1.   These other entities, officers and directors are not parties to these appeals.

2.   Other defendants, including Dr. Stanley Pearle and various parent companies of Pearle and Pearle VisionCare, also brought motions to quash.   Their motions were denied, and they have not challenged that decision in this appeal.   Therefore, we do not address those motions in this decision.

3.   All further statutory references are to the Business and Professions Code unless otherwise specified.

4.   In their brief Pearle and Pearle VisionCare opine that California's prohibitions on financial and other relationships between optometrists and opticians are misguided.   However, the wisdom of these restrictions is not at issue.   Pearle and Pearle VisionCare's objections to the stated public policy supporting such restrictions are best directed to the Legislature.

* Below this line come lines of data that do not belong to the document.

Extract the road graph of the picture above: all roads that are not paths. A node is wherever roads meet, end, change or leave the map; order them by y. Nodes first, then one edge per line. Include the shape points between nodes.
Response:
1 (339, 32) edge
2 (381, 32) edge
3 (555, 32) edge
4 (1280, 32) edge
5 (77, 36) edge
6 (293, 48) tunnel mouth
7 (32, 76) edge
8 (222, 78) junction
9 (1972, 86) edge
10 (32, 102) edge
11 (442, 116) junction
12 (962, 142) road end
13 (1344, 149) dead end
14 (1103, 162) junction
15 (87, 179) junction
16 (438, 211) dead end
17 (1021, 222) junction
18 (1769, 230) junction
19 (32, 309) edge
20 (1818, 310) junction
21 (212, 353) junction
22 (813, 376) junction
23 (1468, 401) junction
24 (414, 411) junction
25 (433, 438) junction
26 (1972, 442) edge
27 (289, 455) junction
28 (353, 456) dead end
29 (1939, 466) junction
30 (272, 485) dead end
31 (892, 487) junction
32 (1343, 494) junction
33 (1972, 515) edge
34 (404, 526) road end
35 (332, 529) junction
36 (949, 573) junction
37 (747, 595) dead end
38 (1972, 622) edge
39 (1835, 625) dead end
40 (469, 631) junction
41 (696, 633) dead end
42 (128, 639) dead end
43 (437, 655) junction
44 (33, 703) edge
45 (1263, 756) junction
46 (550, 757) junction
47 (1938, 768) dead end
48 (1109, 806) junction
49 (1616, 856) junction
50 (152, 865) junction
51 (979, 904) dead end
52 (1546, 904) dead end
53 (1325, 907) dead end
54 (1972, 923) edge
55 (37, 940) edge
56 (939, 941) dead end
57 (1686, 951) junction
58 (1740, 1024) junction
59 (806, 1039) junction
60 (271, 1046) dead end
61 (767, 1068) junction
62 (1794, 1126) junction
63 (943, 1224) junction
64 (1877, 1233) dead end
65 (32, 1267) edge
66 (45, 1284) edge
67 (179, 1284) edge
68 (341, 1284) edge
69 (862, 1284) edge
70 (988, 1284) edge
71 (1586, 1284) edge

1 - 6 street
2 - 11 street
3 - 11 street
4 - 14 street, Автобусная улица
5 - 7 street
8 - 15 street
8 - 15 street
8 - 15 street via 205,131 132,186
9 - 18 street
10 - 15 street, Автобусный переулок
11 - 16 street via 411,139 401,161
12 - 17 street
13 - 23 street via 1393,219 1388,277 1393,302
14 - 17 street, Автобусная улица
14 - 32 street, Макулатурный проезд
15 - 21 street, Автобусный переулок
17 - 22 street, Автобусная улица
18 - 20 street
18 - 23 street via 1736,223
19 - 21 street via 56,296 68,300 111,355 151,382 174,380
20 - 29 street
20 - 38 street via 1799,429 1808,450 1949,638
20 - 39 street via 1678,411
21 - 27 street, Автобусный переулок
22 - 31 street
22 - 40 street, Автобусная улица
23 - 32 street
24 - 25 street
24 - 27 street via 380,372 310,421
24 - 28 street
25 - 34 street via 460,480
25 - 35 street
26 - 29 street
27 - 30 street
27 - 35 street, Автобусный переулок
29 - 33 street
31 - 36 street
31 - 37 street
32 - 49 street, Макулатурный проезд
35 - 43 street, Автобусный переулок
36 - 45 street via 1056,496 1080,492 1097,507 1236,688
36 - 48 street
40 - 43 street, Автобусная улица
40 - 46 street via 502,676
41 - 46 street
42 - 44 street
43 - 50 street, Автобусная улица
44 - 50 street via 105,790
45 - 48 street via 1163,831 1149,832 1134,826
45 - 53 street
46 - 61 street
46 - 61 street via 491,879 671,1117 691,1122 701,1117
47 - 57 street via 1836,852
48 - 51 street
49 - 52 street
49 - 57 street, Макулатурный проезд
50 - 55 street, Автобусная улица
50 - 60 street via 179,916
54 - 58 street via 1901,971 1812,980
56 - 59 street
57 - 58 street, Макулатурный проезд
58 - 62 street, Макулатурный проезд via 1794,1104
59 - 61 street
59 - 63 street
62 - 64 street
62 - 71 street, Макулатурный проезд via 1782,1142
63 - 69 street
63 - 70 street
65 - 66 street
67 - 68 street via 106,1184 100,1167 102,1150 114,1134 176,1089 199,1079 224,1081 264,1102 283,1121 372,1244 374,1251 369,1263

5.   There is a dispute as to whether Jeffrey Cole was an officer and director of Pearle VisionCare or whether his listing as such on Pearle VisionCare's corporate records was a mistake.   However, based upon the fact that we are affirming the court's granting of Management's motion to quash, we need not reach this issue.

6.   See footnote 5, ante.

7.   We requested and received supplemental letter briefs to address this case.

8.   We take no position on the issue of whether this is the type of case under which jurisdiction over, or personal liability of, individual officers and directors would be appropriate.

9.   Related to this issue, the People claim that Management waived the right to challenge personal jurisdiction because their motion to quash addressed the merits of the People's claims.   As already explained, consideration of the merits of the People's claim, because relevant to the question of jurisdiction, did not constitute a waiver of the right to question in personam jurisdiction.  (Malone v. Equitas Reinsurance Ltd., supra, 84 Cal.App.4th at p. 1441, 101 Cal.Rptr.2d 524.)

NARES, J.

WE CONCUR:  HUFFMAN, Acting P.J., and AARON, J.